Digitally sign your email messages on iPhone

2 minutes to read

You can read why you should digital sign your email messages here.

I assume that you already create your certificate, if not, you can read about it here.

If you send an email from your iPhone to your computer (or anyone), you'll see that isn't digital signed. This is because your iPhone isn't configured to use SMIME.

Start by going to Settings > Mail, Contacts, Calendars and choose the email account you want to use the digital signing. Click Account and scroll down until you find S/MIME. Turn it on and notice that you now have more 2 options: Sign and Encrypt. If you choose the Sign option you'll see that you don't have your certificate there yet.

So lets start by exporting 2 files you'll need:

  • your certificate only
  • your private key with the certificate (choose the 2 files together) on the Keychain Access app (if you use OS X) and when exporting, please provide a strong password.

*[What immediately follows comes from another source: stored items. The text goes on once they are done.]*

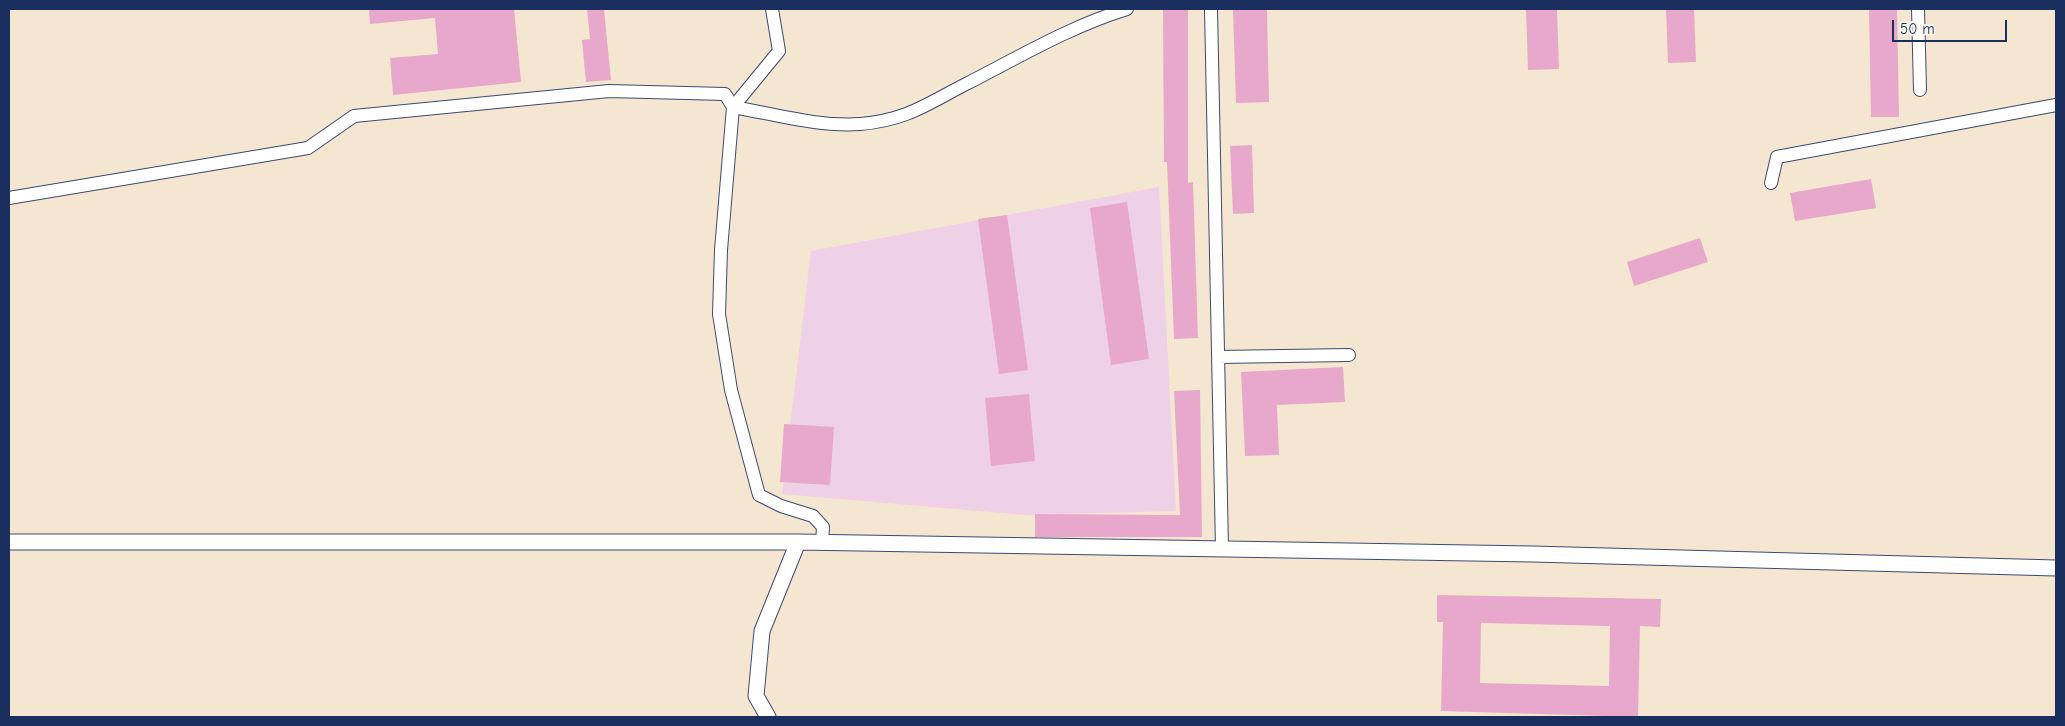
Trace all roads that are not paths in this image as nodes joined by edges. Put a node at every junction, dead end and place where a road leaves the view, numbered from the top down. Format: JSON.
{"nodes":[{"id":1,"x":772,"y":9,"type":"edge"},
{"id":2,"x":1127,"y":9,"type":"edge"},
{"id":3,"x":1211,"y":9,"type":"edge"},
{"id":4,"x":1918,"y":9,"type":"edge"},
{"id":5,"x":1920,"y":90,"type":"dead end"},
{"id":6,"x":2056,"y":105,"type":"edge"},
{"id":7,"x":733,"y":107,"type":"junction"},
{"id":8,"x":1771,"y":183,"type":"dead end"},
{"id":9,"x":9,"y":198,"type":"edge"},
{"id":10,"x":1349,"y":355,"type":"dead end"},
{"id":11,"x":1218,"y":357,"type":"junction"},
{"id":12,"x":9,"y":542,"type":"edge"},
{"id":13,"x":798,"y":542,"type":"junction"},
{"id":14,"x":822,"y":543,"type":"junction"},
{"id":15,"x":1222,"y":548,"type":"junction"},
{"id":16,"x":2056,"y":568,"type":"edge"},
{"id":17,"x":768,"y":717,"type":"edge"}],
"edges":[{"from":1,"to":7,"type":"street"},
{"from":2,"to":7,"type":"street"},
{"from":3,"to":11,"type":"street"},
{"from":4,"to":5,"type":"street"},
{"from":6,"to":8,"type":"street"},
{"from":7,"to":9,"type":"street"},
{"from":7,"to":14,"type":"street"},
{"from":10,"to":11,"type":"street"},
{"from":11,"to":15,"type":"street"},
{"from":12,"to":13,"type":"street"},
{"from":13,"to":14,"type":"street"},
{"from":13,"to":17,"type":"street"},
{"from":14,"to":15,"type":"street"},
{"from":15,"to":16,"type":"street"}]}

You can send an email to yourself with the 2 files and then delete it or if you are a security maniac open your browser and point to your "local network special encrypted and need to login web app" or whatever makes you feel more secure 🙂

If you used the easy way, open the email you just sent to your self and open the files attached, click install and fill the password you used to export. If you have passcode enabled on you iPhone, you'll have to unlock after click install and only after you'll be prompted for the private key password.

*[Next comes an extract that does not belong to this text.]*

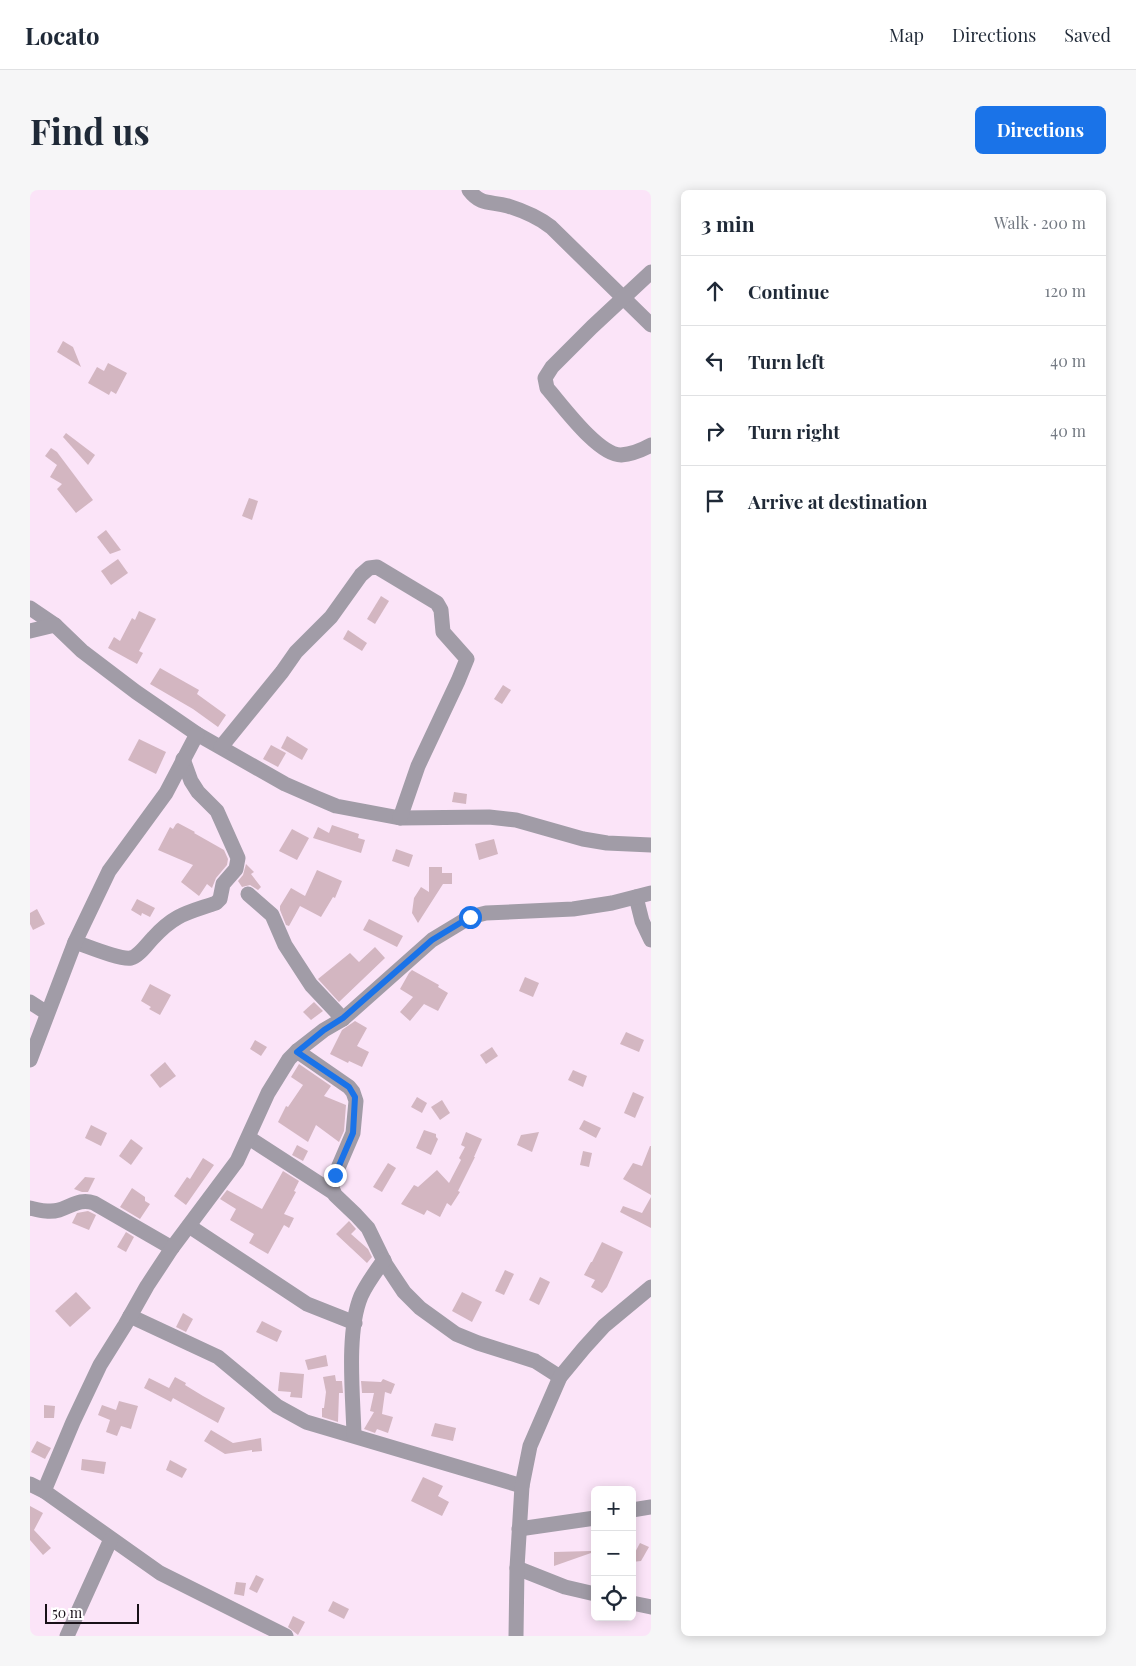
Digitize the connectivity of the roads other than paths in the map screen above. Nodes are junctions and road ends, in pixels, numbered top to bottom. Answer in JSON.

If you export only the certificate (.crt file) or the private key, you'll not be able create a correct profile on the iPhone. You'll have to see 2 profiles for each email account.

Now you can go to your email settings and enable the Sign and Encrypt options and select the correct certificate.

Now make a test by sending an email to yourself or a friend to check if everything is working fine. You'll see 2 icons (one for digital signed and another for encrypted) when you are using both options.

Tip: If you have already one email setup with encryption, you can use that one to send the other keys and certificates for the other accounts encrypted.